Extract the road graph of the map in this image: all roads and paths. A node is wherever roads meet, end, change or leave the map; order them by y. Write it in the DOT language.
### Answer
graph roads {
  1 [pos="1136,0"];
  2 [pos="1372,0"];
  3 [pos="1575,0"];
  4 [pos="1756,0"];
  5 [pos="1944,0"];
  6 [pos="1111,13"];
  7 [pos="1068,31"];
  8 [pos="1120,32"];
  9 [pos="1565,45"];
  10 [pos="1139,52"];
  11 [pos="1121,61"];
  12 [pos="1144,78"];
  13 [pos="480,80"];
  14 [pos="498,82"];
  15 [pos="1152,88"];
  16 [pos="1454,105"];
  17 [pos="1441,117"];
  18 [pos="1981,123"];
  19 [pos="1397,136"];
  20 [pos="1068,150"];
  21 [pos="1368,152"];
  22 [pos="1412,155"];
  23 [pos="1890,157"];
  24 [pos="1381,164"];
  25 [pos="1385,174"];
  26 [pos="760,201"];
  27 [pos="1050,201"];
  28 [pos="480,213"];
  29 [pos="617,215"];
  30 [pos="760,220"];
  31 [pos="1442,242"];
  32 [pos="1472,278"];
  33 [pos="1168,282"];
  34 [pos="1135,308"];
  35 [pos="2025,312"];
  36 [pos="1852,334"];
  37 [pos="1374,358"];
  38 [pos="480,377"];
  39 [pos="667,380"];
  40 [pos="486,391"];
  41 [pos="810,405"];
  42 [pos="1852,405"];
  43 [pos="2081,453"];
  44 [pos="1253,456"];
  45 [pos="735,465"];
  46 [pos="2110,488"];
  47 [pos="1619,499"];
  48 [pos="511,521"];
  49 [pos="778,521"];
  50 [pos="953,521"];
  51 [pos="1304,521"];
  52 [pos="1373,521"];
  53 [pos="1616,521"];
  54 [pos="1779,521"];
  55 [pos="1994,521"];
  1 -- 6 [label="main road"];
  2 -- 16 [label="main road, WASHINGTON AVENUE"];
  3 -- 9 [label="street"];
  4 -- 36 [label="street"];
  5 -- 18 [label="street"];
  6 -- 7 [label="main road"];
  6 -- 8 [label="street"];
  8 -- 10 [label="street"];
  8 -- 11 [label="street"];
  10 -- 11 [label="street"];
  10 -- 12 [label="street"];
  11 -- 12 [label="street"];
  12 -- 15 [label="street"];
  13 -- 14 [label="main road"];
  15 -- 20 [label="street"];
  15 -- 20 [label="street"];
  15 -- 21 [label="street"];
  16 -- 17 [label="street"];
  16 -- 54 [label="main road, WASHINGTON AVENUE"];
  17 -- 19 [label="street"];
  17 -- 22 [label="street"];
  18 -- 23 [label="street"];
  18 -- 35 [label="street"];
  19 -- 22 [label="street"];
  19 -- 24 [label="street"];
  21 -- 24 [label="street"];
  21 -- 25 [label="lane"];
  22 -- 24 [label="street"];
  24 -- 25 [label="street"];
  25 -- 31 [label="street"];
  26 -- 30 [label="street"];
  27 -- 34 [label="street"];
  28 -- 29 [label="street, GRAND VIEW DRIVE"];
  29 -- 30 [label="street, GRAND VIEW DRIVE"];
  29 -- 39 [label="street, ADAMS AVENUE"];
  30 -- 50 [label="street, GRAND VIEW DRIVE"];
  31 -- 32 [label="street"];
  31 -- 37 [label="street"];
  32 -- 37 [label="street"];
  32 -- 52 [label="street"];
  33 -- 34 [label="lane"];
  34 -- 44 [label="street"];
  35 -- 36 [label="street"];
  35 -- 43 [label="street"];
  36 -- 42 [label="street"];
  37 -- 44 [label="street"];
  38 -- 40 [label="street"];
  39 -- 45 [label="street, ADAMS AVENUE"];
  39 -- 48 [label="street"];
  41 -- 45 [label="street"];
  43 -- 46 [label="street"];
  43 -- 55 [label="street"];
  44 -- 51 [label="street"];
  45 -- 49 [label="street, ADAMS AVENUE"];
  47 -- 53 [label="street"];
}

= = = = = = =

WHAT YOU ARE ASKED TO DO: If a line in the entries above contains the word "GRAND", copy it.

EXERCISE SOLUTION:
  28 -- 29 [label="street, GRAND VIEW DRIVE"];
  29 -- 30 [label="street, GRAND VIEW DRIVE"];
  30 -- 50 [label="street, GRAND VIEW DRIVE"];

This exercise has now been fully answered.